At 3 in the morning, the Wall is unsurprisingly quiet. Other than the slight chirrups of anonymous insects, there is a complete and encompassing silence. It seemed fitting, given the temporal, spatial, and historical distances all embodied in a structure composed of so many stones, of so many years, of so many lives. I heard a rumor that if you died while building the Wall, your body was shoveled among the stones because there was no time or opportunity to bury the corpse.
Although it was too foggy/cloudy/smoggy out to see the actual sun rise, there was a gradual lightening of sky until suddenly we realized it was day. Hot, sweaty, bitten, and tired, the students gathered at the top of the 12th tower to snack and rest before the long journey back down.

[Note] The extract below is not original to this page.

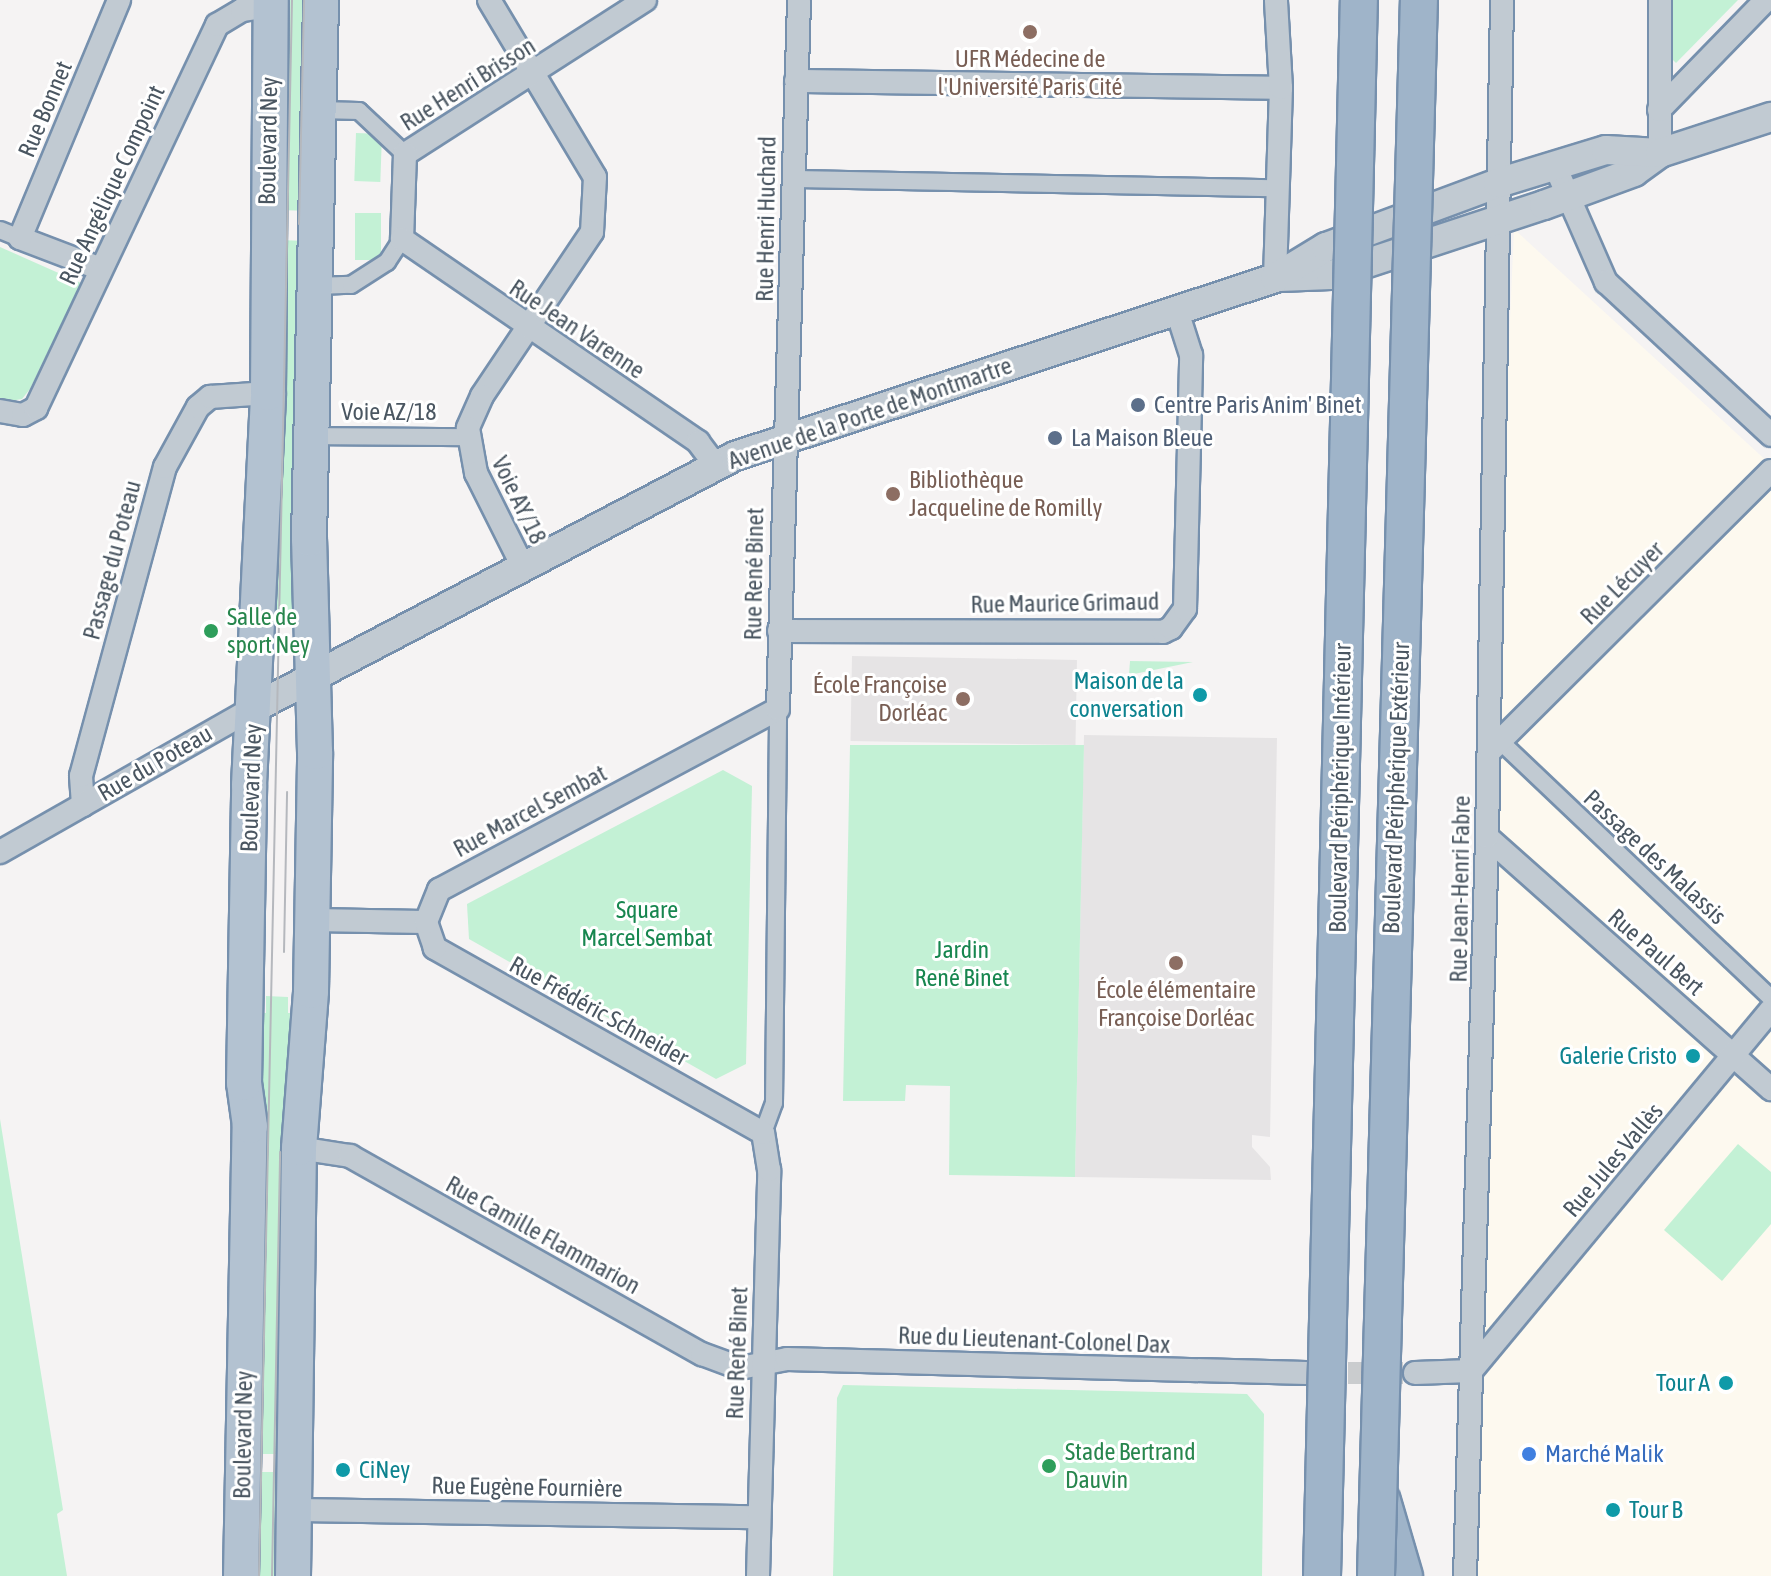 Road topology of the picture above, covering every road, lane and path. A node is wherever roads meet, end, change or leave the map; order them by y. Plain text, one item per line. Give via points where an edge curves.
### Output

On the descent we saw a single-lane wooden bridge spanning a placid body of water, with people fishing along the embankment. The Wall continued far off into the distance.
One of many benefits of climbing the Wall at night is that you miss the large groups of tourists and other travelers, so that when you are afraid you might slip and tumble down thousand-year old stairs to hit your head on thousand-year old stones, you can cling for desperate life onto thousand-year old walls and not have anyone else see how silly you look.
After the sun lightened everything, the clouds eventually rolled out a bit and we were rewarded with a green landscape of mountains beyond mountains covered in blankets of tree growth. A rooster crowed every once in a while.